RECORDS TO USE:
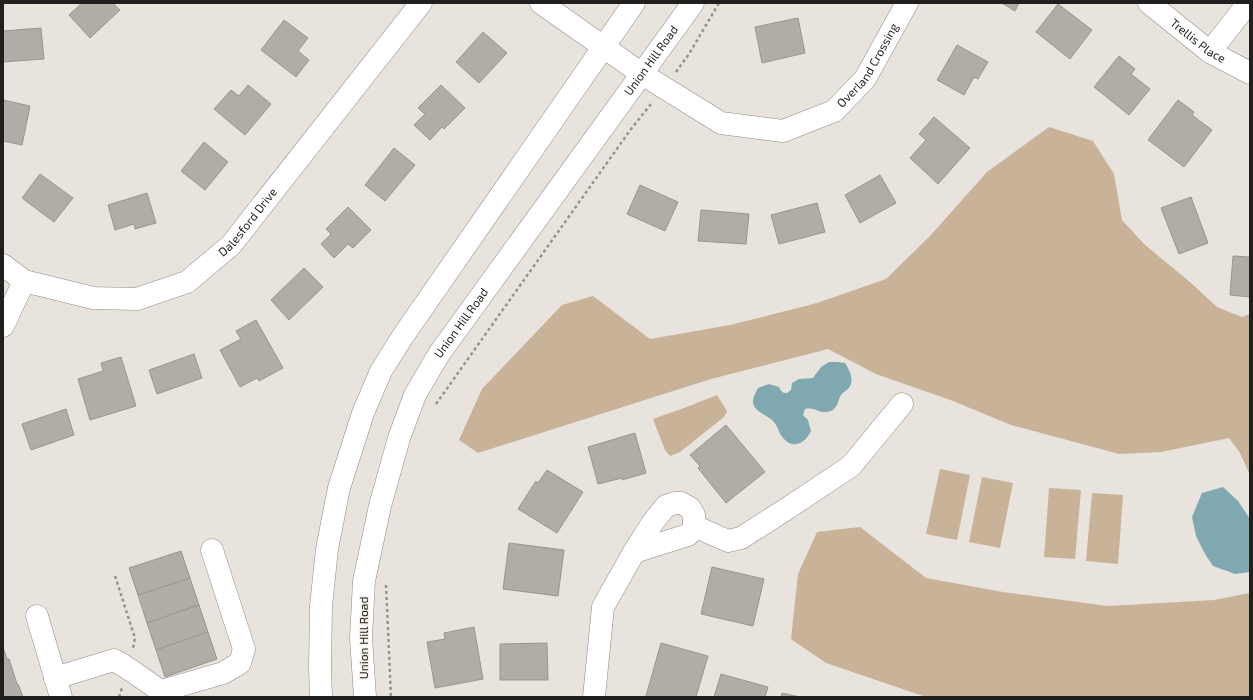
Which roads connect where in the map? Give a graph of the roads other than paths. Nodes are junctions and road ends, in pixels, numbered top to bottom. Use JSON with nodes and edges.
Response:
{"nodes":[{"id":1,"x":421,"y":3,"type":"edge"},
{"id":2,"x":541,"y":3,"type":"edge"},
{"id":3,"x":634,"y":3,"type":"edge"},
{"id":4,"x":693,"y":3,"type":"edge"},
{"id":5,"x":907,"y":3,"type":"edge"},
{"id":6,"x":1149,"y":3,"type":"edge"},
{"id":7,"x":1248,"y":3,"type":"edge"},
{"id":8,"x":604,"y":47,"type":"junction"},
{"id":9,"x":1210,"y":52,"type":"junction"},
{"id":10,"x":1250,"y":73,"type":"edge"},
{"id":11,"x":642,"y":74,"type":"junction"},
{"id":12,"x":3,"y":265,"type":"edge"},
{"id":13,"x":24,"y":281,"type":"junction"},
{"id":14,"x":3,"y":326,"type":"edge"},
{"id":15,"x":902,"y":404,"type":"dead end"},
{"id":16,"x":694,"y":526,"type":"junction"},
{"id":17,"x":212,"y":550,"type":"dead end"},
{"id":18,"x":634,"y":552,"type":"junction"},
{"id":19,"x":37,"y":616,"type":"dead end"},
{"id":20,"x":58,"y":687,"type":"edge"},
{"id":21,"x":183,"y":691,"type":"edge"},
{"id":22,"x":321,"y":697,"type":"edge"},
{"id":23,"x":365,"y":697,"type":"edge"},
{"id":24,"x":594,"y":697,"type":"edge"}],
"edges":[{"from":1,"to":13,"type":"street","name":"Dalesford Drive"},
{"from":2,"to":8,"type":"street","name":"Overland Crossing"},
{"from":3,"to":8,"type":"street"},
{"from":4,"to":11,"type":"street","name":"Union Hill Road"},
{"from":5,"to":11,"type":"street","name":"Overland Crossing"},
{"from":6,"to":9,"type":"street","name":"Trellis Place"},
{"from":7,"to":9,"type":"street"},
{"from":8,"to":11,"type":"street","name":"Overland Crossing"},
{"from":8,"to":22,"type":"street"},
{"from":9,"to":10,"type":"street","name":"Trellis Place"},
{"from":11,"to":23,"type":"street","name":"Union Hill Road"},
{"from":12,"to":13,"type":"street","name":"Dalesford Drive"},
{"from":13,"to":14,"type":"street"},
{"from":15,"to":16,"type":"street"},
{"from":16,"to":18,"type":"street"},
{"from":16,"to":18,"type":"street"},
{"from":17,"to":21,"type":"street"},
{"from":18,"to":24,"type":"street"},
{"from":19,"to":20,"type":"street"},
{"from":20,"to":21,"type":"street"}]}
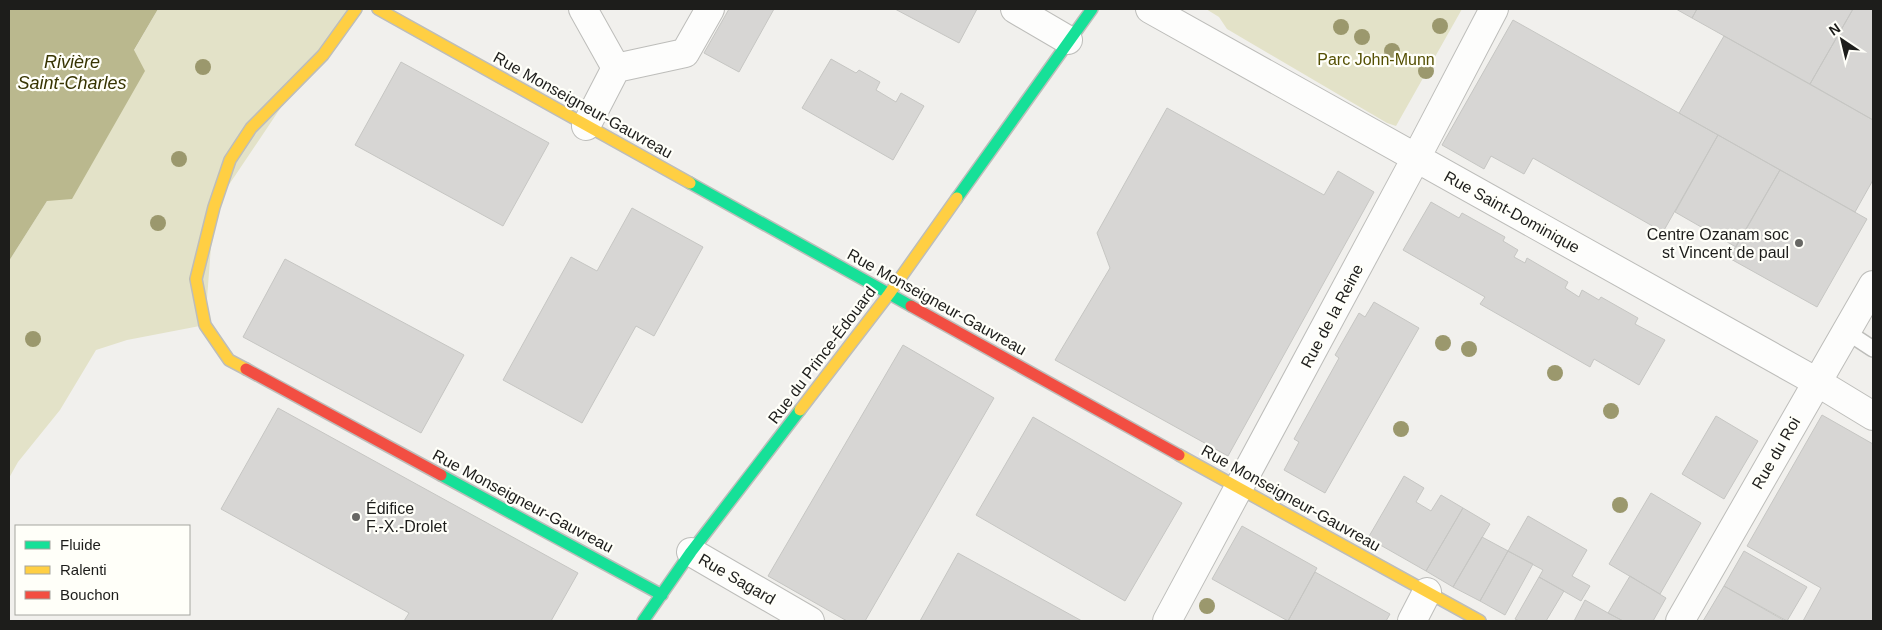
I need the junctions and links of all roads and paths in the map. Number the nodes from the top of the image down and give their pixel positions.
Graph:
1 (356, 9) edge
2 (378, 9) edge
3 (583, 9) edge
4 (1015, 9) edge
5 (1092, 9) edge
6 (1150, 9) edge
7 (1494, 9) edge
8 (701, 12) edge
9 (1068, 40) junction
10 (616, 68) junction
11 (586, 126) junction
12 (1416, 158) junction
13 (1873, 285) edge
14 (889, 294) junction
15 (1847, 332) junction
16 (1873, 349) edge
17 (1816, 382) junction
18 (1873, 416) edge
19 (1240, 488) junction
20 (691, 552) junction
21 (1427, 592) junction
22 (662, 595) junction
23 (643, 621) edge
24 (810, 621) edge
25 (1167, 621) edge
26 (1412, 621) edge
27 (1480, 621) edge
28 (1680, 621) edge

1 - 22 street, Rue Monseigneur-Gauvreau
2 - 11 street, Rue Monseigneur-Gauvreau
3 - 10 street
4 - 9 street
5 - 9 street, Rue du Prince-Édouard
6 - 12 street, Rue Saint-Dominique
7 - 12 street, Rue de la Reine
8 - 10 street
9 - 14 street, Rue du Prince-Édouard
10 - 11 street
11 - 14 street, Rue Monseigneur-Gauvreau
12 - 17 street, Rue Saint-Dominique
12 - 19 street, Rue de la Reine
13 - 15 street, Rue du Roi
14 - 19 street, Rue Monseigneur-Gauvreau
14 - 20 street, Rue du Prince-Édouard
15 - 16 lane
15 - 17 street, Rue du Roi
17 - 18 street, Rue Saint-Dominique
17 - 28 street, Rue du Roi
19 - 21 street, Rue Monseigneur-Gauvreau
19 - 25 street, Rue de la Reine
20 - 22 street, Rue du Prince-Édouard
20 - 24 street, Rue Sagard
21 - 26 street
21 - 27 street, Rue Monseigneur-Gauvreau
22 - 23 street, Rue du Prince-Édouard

---

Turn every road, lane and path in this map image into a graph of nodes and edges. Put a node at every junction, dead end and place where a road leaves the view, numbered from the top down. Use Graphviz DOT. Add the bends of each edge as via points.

TASK INSTRUCTIONS:
Using the entries above, copy out all lines that contain the string "down".

RESULT OF THE EXERCISE:
I need the junctions and links of all roads and paths in the map. Number the nodes from the top of the image down and give their pixel positions.
Turn every road, lane and path in this map image into a graph of nodes and edges. Put a node at every junction, dead end and place where a road leaves the view, numbered from the top down. Use Graphviz DOT. Add the bends of each edge as via points.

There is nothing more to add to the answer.